Movement, Nature

The Mysterious Pasture Beech

This week’s favourite tree is one of two we visited during our most recent walk (the one with the tanks!) Münsterbusch & Brander Wald.

We had seen them before, ‘from the side’, but for some reason we never left the pathway far enough – or had enough of a ‘zen’ mindspace – to go out and be near them, even though they were  easy to spot.

Sometimes it pays to ‘go rogue’ 🙂

The trees (a Common Beech and a Pasture Beech) are both located on the left hand side if you follow this walk, in a small field/pasture just before the first river bridge.

Funny thing is – both are beeches, but to Mr E and I they looked like completely different species.
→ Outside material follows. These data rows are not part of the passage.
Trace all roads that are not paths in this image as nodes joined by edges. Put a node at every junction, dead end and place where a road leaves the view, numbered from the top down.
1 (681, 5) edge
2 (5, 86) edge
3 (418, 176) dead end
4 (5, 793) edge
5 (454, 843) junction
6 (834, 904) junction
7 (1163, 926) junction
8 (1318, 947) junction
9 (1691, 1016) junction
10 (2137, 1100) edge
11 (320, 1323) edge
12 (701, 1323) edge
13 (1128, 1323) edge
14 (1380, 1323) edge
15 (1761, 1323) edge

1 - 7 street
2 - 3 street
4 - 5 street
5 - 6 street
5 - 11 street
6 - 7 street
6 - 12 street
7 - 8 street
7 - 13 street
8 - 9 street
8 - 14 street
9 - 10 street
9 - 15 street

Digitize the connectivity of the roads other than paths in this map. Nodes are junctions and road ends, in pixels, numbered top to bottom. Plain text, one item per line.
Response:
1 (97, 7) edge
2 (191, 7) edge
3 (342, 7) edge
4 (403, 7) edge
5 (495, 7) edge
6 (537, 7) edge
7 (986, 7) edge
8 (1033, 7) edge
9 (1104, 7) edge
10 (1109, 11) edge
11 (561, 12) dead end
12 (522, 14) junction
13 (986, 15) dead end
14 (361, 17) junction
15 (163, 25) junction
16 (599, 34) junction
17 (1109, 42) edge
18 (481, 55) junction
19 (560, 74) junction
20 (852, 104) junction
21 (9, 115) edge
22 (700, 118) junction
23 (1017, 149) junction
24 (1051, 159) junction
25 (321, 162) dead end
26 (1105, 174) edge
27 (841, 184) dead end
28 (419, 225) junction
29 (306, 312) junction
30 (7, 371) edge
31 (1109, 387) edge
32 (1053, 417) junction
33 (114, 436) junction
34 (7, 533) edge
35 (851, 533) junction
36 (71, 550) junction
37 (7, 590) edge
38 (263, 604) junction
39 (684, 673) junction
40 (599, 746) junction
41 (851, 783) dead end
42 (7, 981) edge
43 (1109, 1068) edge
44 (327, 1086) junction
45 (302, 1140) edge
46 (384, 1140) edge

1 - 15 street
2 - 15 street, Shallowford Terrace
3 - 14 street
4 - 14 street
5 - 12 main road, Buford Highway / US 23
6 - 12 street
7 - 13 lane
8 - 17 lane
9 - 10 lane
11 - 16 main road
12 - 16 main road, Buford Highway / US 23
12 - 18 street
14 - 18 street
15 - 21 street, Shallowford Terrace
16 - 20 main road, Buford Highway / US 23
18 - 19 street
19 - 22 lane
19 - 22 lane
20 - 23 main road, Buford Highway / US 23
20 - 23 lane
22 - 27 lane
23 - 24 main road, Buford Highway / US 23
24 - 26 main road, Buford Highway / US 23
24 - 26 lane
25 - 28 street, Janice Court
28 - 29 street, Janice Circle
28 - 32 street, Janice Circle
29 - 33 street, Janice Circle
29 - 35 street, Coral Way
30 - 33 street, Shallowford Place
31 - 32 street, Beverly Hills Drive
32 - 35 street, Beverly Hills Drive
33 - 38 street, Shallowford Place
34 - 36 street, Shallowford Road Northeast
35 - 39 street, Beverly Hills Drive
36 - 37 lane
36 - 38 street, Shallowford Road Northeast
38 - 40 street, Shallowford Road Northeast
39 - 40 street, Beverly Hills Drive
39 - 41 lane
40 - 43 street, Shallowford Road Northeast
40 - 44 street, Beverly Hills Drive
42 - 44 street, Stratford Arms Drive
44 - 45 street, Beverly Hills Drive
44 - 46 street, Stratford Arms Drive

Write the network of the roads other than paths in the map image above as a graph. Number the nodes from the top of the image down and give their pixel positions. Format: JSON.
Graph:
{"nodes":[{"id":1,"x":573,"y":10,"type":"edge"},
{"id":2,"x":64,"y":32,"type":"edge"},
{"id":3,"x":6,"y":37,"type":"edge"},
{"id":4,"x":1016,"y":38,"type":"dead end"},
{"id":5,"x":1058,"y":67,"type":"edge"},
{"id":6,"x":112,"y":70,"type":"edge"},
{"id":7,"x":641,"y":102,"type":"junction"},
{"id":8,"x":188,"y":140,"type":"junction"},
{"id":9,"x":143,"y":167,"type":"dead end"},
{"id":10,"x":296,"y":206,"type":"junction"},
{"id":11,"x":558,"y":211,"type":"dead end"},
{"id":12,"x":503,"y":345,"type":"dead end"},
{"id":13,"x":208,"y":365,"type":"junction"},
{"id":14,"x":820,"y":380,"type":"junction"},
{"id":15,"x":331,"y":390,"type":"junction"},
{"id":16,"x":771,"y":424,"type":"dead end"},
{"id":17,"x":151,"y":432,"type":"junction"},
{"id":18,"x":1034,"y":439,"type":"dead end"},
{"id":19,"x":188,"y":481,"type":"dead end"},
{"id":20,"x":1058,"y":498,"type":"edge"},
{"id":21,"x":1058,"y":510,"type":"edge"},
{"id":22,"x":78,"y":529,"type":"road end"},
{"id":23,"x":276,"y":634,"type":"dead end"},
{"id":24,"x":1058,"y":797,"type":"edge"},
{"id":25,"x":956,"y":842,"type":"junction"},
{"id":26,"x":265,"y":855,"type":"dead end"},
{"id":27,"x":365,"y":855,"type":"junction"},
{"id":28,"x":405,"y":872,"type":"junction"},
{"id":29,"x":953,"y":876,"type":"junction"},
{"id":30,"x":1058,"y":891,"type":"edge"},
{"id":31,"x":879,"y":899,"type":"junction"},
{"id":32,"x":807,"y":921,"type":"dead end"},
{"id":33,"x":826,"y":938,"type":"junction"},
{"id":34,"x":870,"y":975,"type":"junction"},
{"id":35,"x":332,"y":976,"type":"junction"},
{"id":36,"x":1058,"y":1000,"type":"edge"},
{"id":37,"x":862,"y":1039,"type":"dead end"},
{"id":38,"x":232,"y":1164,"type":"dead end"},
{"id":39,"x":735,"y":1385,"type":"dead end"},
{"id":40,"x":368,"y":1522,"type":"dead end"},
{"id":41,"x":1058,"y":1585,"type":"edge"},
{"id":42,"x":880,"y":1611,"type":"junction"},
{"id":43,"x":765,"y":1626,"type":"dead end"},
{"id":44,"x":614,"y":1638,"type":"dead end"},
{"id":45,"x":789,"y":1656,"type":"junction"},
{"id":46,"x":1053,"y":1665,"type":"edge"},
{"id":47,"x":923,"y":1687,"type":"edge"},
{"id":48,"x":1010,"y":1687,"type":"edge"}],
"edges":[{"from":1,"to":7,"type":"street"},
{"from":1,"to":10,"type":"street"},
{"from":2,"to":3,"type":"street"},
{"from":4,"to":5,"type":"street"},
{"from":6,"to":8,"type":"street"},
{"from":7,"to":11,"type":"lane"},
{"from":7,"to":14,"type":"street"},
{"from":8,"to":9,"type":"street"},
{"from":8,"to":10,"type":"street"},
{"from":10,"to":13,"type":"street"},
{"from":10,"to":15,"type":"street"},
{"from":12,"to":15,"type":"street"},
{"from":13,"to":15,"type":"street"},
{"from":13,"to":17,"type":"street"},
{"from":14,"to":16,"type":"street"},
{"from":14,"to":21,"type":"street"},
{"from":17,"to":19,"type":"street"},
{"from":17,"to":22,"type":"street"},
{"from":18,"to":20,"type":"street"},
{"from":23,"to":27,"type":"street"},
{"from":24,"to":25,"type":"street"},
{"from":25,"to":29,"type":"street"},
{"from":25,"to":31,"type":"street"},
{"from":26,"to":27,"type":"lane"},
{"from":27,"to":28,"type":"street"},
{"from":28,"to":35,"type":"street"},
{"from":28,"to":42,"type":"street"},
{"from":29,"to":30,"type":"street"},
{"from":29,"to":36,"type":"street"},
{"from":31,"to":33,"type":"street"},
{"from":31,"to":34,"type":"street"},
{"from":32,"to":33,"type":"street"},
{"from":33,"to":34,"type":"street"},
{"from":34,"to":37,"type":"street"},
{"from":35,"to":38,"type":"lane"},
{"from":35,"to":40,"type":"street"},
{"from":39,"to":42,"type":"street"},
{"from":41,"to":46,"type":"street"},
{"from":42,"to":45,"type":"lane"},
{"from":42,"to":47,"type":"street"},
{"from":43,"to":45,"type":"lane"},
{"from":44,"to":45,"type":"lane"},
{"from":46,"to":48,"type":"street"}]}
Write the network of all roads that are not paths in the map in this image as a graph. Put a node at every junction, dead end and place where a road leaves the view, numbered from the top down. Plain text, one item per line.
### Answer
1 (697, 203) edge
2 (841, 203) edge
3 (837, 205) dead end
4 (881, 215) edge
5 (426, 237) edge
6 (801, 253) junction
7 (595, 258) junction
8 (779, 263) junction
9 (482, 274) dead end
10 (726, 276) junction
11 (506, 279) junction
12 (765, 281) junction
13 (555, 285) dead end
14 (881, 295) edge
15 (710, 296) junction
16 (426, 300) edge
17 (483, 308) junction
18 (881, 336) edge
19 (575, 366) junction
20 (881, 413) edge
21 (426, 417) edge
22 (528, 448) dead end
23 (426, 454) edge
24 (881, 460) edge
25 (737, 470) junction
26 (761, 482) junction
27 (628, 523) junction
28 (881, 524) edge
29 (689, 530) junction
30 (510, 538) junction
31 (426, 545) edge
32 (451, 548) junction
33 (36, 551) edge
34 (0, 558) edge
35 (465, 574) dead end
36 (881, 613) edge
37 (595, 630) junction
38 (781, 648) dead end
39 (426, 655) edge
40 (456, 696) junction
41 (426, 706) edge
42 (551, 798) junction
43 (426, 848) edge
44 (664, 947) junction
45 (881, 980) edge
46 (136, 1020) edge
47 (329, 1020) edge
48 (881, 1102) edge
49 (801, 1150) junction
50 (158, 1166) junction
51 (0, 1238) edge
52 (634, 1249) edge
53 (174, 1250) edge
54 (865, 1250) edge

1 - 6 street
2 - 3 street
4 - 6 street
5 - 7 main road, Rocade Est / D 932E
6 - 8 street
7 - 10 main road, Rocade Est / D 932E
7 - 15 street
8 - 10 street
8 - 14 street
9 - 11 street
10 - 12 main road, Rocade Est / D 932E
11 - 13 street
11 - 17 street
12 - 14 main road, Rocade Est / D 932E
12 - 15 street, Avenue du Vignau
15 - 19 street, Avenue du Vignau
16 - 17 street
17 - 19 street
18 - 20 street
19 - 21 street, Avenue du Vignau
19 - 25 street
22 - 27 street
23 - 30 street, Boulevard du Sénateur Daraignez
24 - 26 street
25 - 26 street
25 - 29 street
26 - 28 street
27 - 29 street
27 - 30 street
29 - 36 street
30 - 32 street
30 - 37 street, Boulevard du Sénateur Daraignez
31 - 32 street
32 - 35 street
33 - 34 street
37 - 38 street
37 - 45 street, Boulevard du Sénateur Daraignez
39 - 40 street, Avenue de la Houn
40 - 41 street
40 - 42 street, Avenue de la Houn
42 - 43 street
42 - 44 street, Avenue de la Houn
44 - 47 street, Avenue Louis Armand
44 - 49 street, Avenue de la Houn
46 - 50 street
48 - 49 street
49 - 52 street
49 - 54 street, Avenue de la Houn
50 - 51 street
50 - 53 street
The pasture beech had us stumped till we looked up it’s leaves and trunk.

#treecam

Bonus geekery

Did you know?

  • The pasture beech is an ‘adaptive variation’ – it has adapted to being ‘nibbled’ by animals as young saplings by growing ‘bushy’ and banding together, as wikipedia calls it, as a group of tree stems instead of one big trunk.
  • Beech bark and wood have been used for writing long before paper in antiquity
  • The name origin of beech in different languages is the same one as for ‘book’
Me reading between the lines 🙂

What was your favourite discovery this week?